[WHAT YOU ARE ASKED TO DO]:
With the exception of the pictures, write out the data below precisely.

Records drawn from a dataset
------------------------------------------------------------

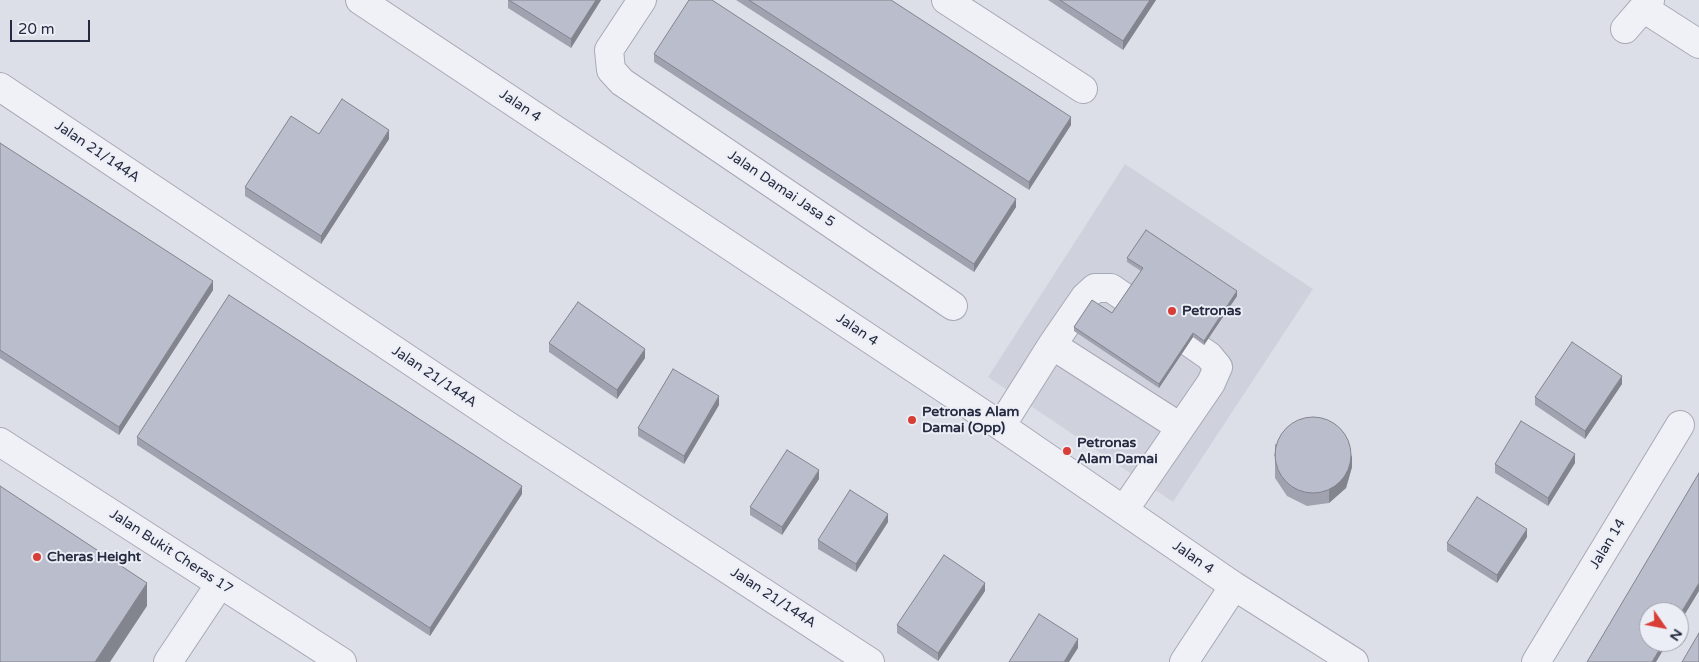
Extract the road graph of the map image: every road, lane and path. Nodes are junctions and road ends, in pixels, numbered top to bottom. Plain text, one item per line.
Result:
1 (360, 0) edge
2 (642, 0) edge
3 (946, 0) edge
4 (1646, 4) edge
5 (1625, 29) dead end
6 (1699, 44) edge
7 (0, 87) edge
8 (1083, 89) dead end
9 (953, 306) dead end
10 (1052, 345) junction
11 (1680, 425) dead end
12 (1001, 426) junction
13 (1180, 427) junction
14 (0, 442) edge
15 (1124, 510) junction
16 (220, 584) junction
17 (1234, 586) junction
18 (168, 662) edge
19 (342, 662) edge
20 (870, 662) edge
21 (1184, 662) edge
22 (1354, 662) edge
23 (1536, 662) edge

1 - 12 street, Jalan 4
2 - 9 street, Jalan Damai Jasa 5
3 - 8 street
4 - 5 street
4 - 6 street
7 - 20 street, Jalan 21/144A
10 - 12 street
10 - 13 street
10 - 13 street
11 - 23 street, Jalan 14
12 - 15 street, Jalan 4
13 - 15 street
14 - 16 street, Jalan Bukit Cheras 17
15 - 17 street, Jalan 4
16 - 18 street
16 - 19 street, Jalan Bukit Cheras 17
17 - 21 street
17 - 22 street, Jalan 4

------------------------------------------------------------

[RESULT OF THE TASK]:
Extract the road graph of the map image: every road, lane and path. Nodes are junctions and road ends, in pixels, numbered top to bottom. Plain text, one item per line.
Result:
1 (360, 0) edge
2 (642, 0) edge
3 (946, 0) edge
4 (1646, 4) edge
5 (1625, 29) dead end
6 (1699, 44) edge
7 (0, 87) edge
8 (1083, 89) dead end
9 (953, 306) dead end
10 (1052, 345) junction
11 (1680, 425) dead end
12 (1001, 426) junction
13 (1180, 427) junction
14 (0, 442) edge
15 (1124, 510) junction
16 (220, 584) junction
17 (1234, 586) junction
18 (168, 662) edge
19 (342, 662) edge
20 (870, 662) edge
21 (1184, 662) edge
22 (1354, 662) edge
23 (1536, 662) edge

1 - 12 street, Jalan 4
2 - 9 street, Jalan Damai Jasa 5
3 - 8 street
4 - 5 street
4 - 6 street
7 - 20 street, Jalan 21/144A
10 - 12 street
10 - 13 street
10 - 13 street
11 - 23 street, Jalan 14
12 - 15 street, Jalan 4
13 - 15 street
14 - 16 street, Jalan Bukit Cheras 17
15 - 17 street, Jalan 4
16 - 18 street
16 - 19 street, Jalan Bukit Cheras 17
17 - 21 street
17 - 22 street, Jalan 4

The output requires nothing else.